Dataset excerpts
====

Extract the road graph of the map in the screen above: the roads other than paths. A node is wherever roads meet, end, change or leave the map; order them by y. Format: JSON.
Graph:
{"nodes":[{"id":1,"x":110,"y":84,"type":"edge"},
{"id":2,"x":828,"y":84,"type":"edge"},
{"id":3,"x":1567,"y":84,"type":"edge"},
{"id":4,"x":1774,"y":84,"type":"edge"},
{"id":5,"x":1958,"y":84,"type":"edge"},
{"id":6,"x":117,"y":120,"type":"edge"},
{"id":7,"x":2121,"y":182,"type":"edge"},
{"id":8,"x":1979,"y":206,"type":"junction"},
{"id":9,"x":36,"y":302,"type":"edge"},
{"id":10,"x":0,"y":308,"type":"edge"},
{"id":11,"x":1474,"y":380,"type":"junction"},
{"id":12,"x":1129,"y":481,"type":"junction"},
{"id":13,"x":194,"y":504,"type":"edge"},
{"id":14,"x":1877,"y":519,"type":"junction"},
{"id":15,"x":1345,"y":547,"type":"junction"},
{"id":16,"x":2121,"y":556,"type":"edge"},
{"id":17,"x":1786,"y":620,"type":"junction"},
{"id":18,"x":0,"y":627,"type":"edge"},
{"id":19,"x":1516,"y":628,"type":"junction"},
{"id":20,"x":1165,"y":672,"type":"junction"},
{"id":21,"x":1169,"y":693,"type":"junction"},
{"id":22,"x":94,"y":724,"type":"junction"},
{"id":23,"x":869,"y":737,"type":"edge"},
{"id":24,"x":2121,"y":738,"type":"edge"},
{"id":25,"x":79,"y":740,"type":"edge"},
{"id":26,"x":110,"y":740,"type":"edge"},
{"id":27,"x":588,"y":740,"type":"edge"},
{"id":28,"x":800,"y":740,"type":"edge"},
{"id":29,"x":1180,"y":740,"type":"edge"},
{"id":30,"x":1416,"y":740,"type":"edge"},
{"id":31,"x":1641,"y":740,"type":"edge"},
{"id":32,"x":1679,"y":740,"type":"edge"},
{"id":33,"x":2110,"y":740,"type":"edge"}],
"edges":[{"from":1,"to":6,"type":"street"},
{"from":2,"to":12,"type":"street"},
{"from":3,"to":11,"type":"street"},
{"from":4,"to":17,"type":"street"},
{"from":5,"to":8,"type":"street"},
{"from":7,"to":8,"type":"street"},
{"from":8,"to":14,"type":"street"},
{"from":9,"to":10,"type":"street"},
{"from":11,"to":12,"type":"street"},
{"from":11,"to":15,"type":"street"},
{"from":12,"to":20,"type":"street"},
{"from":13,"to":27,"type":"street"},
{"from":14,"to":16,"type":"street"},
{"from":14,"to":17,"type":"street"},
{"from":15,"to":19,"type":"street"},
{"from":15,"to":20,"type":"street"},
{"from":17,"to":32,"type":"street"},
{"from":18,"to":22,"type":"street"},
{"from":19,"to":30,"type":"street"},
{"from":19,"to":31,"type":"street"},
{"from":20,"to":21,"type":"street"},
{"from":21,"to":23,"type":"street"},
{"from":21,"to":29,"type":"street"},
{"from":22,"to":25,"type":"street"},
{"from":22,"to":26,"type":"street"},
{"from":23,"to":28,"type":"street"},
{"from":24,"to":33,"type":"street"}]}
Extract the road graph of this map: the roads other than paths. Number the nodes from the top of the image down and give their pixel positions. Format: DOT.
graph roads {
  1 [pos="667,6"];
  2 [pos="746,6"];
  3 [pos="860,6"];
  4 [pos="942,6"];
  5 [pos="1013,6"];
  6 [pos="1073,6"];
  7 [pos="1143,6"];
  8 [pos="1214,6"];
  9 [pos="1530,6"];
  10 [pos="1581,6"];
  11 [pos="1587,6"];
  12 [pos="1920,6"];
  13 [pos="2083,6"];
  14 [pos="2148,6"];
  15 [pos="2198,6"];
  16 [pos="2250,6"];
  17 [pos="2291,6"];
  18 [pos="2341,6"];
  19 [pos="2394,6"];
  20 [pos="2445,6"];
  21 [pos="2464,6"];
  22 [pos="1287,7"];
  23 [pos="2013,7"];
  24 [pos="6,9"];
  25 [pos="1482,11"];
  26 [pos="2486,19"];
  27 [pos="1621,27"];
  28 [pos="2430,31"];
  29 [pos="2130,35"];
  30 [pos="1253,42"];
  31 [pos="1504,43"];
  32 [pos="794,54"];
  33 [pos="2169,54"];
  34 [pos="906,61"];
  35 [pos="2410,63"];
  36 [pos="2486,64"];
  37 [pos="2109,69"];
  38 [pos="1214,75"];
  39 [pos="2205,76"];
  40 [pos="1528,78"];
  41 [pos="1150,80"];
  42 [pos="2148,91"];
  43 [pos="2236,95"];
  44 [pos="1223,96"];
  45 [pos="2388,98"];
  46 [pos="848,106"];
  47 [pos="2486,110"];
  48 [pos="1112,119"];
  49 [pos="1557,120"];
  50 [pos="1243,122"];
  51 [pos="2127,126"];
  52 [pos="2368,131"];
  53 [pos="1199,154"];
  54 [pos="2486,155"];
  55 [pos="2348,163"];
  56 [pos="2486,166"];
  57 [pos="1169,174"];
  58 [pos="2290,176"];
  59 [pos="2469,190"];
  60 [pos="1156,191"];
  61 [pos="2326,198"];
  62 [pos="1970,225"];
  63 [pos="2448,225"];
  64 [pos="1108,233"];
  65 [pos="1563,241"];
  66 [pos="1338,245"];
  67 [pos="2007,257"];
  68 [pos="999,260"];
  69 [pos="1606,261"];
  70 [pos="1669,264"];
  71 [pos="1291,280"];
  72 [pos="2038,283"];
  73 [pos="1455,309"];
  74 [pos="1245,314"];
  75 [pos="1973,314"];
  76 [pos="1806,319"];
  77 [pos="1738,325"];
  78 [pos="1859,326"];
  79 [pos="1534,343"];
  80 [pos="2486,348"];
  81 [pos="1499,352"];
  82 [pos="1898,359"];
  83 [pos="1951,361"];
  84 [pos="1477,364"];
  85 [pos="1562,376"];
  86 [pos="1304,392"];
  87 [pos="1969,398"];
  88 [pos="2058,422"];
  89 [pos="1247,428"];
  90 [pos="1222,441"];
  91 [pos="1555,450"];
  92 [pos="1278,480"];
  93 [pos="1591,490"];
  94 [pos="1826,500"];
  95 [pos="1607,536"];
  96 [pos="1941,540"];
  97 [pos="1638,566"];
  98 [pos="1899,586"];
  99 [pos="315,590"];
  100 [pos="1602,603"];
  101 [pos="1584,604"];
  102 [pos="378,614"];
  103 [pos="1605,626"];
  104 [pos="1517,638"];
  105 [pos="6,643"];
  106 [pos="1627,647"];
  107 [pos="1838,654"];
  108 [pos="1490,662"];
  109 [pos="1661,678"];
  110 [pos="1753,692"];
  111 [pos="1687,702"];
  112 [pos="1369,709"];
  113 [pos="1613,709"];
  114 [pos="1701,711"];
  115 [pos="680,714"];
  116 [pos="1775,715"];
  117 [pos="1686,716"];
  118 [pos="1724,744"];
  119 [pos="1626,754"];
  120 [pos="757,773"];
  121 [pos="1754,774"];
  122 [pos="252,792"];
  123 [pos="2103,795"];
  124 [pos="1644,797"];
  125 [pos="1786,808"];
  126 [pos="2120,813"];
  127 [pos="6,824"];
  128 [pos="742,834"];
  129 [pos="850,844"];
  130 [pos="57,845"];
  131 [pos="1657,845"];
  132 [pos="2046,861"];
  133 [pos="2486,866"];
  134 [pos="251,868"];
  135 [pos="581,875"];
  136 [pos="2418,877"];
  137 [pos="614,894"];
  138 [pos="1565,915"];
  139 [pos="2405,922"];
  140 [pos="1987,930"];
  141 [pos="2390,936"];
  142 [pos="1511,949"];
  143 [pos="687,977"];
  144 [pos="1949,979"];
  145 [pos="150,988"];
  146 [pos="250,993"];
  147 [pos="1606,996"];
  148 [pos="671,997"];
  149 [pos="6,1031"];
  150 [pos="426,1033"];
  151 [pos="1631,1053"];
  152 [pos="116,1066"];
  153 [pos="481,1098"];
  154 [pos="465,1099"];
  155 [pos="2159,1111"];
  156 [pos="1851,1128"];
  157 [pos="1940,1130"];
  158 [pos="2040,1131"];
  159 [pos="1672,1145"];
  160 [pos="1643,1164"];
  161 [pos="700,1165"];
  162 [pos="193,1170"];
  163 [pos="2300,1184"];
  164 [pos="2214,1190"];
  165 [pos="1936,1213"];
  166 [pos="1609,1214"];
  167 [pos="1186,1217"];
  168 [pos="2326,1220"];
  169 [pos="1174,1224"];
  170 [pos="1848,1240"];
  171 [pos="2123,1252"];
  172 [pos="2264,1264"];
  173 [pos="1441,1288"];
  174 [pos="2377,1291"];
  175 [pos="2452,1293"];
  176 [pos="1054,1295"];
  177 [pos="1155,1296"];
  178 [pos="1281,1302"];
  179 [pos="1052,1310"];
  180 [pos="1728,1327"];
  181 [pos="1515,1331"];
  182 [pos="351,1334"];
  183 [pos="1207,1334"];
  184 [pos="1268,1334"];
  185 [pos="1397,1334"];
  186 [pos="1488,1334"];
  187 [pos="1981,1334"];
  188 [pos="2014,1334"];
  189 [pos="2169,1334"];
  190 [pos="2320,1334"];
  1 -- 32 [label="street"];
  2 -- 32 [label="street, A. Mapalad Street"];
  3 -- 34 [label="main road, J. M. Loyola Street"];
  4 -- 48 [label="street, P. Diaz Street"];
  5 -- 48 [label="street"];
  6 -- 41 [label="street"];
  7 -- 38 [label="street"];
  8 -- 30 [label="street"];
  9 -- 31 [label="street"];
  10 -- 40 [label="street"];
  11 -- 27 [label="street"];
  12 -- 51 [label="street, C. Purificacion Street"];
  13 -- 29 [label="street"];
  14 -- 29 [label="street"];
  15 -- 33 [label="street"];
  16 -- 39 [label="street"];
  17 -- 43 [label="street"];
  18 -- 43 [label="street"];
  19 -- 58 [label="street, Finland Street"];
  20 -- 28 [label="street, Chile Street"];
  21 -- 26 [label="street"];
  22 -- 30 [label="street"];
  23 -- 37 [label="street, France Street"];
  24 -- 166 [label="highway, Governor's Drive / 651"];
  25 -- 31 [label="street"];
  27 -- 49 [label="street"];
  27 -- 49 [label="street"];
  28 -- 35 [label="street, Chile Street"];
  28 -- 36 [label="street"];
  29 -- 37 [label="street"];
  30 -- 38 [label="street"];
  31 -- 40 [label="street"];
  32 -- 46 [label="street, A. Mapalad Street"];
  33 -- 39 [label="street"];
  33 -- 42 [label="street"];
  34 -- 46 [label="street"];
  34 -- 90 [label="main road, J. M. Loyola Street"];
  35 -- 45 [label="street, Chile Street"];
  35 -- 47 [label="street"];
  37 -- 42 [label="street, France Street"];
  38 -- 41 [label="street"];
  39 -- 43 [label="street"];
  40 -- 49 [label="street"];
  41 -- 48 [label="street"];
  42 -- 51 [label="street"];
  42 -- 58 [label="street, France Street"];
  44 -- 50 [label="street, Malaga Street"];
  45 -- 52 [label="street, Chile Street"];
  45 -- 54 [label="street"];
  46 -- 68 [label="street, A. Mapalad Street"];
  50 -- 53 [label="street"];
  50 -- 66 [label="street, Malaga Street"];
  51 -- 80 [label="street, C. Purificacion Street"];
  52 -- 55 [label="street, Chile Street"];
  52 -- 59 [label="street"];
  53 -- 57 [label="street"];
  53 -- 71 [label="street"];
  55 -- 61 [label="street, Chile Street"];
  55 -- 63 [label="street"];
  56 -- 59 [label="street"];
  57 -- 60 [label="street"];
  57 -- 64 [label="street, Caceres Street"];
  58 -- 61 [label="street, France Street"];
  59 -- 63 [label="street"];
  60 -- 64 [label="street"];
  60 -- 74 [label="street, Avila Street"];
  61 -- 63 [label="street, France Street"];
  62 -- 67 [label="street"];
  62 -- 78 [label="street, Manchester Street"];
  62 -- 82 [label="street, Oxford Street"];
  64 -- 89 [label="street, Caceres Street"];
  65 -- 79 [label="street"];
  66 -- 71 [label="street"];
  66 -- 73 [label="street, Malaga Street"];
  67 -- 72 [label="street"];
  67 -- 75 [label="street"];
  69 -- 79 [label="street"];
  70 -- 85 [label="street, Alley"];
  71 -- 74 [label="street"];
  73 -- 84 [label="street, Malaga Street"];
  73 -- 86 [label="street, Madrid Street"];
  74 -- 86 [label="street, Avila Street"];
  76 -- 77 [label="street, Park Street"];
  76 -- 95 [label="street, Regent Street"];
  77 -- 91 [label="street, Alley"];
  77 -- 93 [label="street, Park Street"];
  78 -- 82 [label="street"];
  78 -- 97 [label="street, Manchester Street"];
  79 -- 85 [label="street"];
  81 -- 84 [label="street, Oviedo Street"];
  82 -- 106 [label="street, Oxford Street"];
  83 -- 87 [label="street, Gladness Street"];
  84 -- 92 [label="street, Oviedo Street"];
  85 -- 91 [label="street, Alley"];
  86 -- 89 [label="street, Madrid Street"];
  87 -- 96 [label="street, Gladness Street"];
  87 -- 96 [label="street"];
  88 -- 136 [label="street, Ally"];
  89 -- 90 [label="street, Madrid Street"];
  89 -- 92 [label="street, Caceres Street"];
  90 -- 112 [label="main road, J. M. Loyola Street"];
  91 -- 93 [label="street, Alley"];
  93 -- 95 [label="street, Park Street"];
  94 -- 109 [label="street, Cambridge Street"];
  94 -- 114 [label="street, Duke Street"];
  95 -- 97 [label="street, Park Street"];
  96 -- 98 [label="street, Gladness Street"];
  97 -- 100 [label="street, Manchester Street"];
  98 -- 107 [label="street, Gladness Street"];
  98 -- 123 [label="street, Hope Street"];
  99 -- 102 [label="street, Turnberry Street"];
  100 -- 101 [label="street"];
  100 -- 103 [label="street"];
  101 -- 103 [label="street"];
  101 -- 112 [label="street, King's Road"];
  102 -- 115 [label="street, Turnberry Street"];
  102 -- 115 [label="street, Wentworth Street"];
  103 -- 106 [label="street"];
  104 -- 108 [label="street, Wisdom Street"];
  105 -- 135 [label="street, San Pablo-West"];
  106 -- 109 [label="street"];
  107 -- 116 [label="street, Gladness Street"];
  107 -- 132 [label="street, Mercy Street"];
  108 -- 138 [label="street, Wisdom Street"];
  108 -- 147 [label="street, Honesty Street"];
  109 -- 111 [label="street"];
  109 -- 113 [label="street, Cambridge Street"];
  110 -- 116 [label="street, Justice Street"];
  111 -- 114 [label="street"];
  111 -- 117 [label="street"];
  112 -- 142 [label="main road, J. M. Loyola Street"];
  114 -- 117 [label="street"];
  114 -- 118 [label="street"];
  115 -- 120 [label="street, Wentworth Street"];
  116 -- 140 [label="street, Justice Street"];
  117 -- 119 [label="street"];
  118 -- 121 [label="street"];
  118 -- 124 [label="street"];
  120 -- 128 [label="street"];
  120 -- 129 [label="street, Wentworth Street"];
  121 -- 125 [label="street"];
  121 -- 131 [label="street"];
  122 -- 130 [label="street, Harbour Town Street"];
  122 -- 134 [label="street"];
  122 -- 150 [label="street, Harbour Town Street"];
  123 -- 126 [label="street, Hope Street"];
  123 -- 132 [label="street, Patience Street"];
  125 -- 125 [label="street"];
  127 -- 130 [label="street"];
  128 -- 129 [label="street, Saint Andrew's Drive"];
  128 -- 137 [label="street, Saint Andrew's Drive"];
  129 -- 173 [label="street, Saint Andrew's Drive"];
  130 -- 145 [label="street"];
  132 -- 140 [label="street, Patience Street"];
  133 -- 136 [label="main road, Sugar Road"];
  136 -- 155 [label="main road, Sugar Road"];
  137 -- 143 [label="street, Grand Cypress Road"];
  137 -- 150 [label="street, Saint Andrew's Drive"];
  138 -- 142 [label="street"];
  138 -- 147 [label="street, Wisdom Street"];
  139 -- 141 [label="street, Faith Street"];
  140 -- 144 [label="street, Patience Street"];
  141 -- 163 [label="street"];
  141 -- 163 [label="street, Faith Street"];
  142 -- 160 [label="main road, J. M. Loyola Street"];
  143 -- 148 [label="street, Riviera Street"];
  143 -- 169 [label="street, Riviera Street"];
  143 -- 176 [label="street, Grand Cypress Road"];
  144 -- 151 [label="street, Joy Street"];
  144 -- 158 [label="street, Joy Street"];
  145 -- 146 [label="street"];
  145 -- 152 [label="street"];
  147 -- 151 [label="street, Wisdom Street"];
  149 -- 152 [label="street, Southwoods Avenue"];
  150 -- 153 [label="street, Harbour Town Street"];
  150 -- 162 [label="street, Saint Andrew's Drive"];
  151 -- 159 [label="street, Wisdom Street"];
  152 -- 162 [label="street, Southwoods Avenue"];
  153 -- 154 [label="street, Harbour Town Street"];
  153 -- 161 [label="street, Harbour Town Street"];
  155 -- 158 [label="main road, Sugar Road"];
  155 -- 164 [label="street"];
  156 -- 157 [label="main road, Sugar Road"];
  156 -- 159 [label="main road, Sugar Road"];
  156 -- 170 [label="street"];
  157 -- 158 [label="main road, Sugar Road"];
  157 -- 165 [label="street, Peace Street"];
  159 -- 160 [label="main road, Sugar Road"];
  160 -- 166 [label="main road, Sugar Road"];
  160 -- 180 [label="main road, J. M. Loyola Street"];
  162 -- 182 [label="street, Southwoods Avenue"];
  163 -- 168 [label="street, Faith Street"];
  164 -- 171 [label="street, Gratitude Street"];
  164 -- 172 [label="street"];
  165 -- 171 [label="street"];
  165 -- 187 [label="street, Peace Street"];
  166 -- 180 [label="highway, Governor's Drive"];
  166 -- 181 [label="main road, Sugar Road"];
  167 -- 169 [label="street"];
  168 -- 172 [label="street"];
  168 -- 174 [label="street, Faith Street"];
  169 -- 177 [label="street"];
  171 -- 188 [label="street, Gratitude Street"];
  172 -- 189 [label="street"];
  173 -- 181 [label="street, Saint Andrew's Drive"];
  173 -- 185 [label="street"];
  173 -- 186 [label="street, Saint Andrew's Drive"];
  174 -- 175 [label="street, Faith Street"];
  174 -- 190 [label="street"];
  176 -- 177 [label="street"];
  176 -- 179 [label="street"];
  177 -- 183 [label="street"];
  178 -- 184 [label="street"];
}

====

To do: Answer with one number, namely the count of lines in the entries that include the word "Grand".

Answer to the problem: 2